■ **Required action**:
Only the pictures should be left out; write out all other data exactly.

■ **Provided data**:
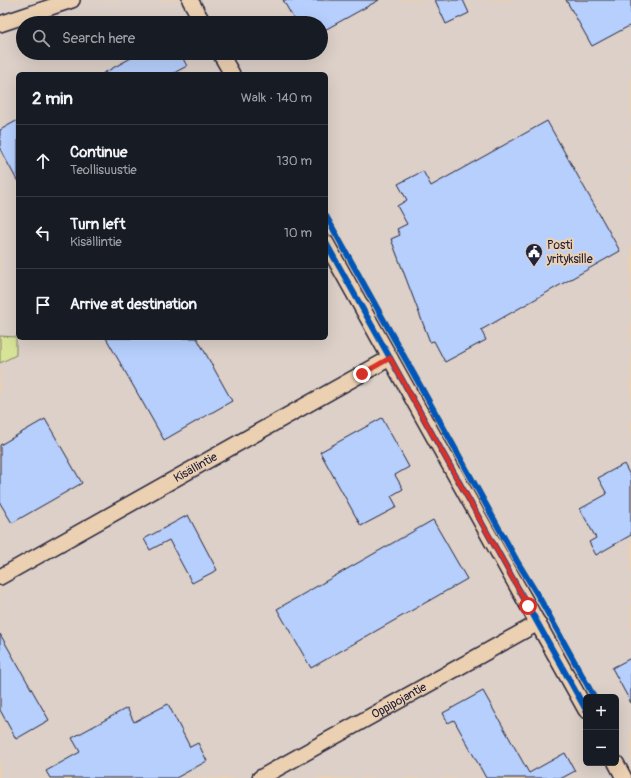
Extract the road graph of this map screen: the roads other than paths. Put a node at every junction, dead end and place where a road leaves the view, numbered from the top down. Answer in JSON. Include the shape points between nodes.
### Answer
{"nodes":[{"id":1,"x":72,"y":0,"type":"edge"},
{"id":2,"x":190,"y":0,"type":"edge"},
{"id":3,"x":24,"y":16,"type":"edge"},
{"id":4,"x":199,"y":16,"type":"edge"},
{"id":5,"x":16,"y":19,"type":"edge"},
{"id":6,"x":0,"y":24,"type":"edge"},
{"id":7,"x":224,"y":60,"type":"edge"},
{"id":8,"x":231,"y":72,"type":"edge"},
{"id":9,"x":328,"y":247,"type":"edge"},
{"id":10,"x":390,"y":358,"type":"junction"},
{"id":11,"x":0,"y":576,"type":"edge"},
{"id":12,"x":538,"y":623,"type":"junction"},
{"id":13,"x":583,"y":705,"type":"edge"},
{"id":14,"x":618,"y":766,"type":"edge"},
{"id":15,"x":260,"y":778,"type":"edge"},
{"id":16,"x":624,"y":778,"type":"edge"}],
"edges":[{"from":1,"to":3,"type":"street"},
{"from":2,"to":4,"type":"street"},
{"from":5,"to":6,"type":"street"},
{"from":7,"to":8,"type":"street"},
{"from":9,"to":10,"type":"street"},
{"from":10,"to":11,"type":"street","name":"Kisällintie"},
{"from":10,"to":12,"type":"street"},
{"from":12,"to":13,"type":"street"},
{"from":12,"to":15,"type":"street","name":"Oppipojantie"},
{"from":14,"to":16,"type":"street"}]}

■ **Solution for this problem**:
Extract the road graph of this map screen: the roads other than paths. Put a node at every junction, dead end and place where a road leaves the view, numbered from the top down. Answer in JSON. Include the shape points between nodes.
### Answer
{"nodes":[{"id":1,"x":72,"y":0,"type":"edge"},
{"id":2,"x":190,"y":0,"type":"edge"},
{"id":3,"x":24,"y":16,"type":"edge"},
{"id":4,"x":199,"y":16,"type":"edge"},
{"id":5,"x":16,"y":19,"type":"edge"},
{"id":6,"x":0,"y":24,"type":"edge"},
{"id":7,"x":224,"y":60,"type":"edge"},
{"id":8,"x":231,"y":72,"type":"edge"},
{"id":9,"x":328,"y":247,"type":"edge"},
{"id":10,"x":390,"y":358,"type":"junction"},
{"id":11,"x":0,"y":576,"type":"edge"},
{"id":12,"x":538,"y":623,"type":"junction"},
{"id":13,"x":583,"y":705,"type":"edge"},
{"id":14,"x":618,"y":766,"type":"edge"},
{"id":15,"x":260,"y":778,"type":"edge"},
{"id":16,"x":624,"y":778,"type":"edge"}],
"edges":[{"from":1,"to":3,"type":"street"},
{"from":2,"to":4,"type":"street"},
{"from":5,"to":6,"type":"street"},
{"from":7,"to":8,"type":"street"},
{"from":9,"to":10,"type":"street"},
{"from":10,"to":11,"type":"street","name":"Kisällintie"},
{"from":10,"to":12,"type":"street"},
{"from":12,"to":13,"type":"street"},
{"from":12,"to":15,"type":"street","name":"Oppipojantie"},
{"from":14,"to":16,"type":"street"}]}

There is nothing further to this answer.